◆ **PROBLEM TO WORK ON**
Nothing in the records should differ when they are repeated. Restate them word for word.

Saved data entries:
---------------
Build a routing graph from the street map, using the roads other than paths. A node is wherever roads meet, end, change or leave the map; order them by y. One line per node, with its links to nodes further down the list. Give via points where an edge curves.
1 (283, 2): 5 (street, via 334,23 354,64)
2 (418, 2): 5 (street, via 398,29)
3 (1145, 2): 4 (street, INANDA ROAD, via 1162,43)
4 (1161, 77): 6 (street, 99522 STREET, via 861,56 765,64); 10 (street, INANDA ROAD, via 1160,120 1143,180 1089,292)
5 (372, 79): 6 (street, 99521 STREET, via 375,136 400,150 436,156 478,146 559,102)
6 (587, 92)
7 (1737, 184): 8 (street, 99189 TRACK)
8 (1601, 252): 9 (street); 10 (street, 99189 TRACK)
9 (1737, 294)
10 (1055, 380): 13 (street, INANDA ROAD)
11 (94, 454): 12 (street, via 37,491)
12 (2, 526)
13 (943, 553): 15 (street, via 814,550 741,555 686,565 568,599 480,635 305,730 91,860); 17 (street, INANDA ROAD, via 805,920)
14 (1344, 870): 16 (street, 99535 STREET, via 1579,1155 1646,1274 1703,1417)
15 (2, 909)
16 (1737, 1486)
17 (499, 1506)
---------------
◆ **SOLUTION FOR THIS EXERCISE**
Build a routing graph from the street map, using the roads other than paths. A node is wherever roads meet, end, change or leave the map; order them by y. One line per node, with its links to nodes further down the list. Give via points where an edge curves.
1 (283, 2): 5 (street, via 334,23 354,64)
2 (418, 2): 5 (street, via 398,29)
3 (1145, 2): 4 (street, INANDA ROAD, via 1162,43)
4 (1161, 77): 6 (street, 99522 STREET, via 861,56 765,64); 10 (street, INANDA ROAD, via 1160,120 1143,180 1089,292)
5 (372, 79): 6 (street, 99521 STREET, via 375,136 400,150 436,156 478,146 559,102)
6 (587, 92)
7 (1737, 184): 8 (street, 99189 TRACK)
8 (1601, 252): 9 (street); 10 (street, 99189 TRACK)
9 (1737, 294)
10 (1055, 380): 13 (street, INANDA ROAD)
11 (94, 454): 12 (street, via 37,491)
12 (2, 526)
13 (943, 553): 15 (street, via 814,550 741,555 686,565 568,599 480,635 305,730 91,860); 17 (street, INANDA ROAD, via 805,920)
14 (1344, 870): 16 (street, 99535 STREET, via 1579,1155 1646,1274 1703,1417)
15 (2, 909)
16 (1737, 1486)
17 (499, 1506)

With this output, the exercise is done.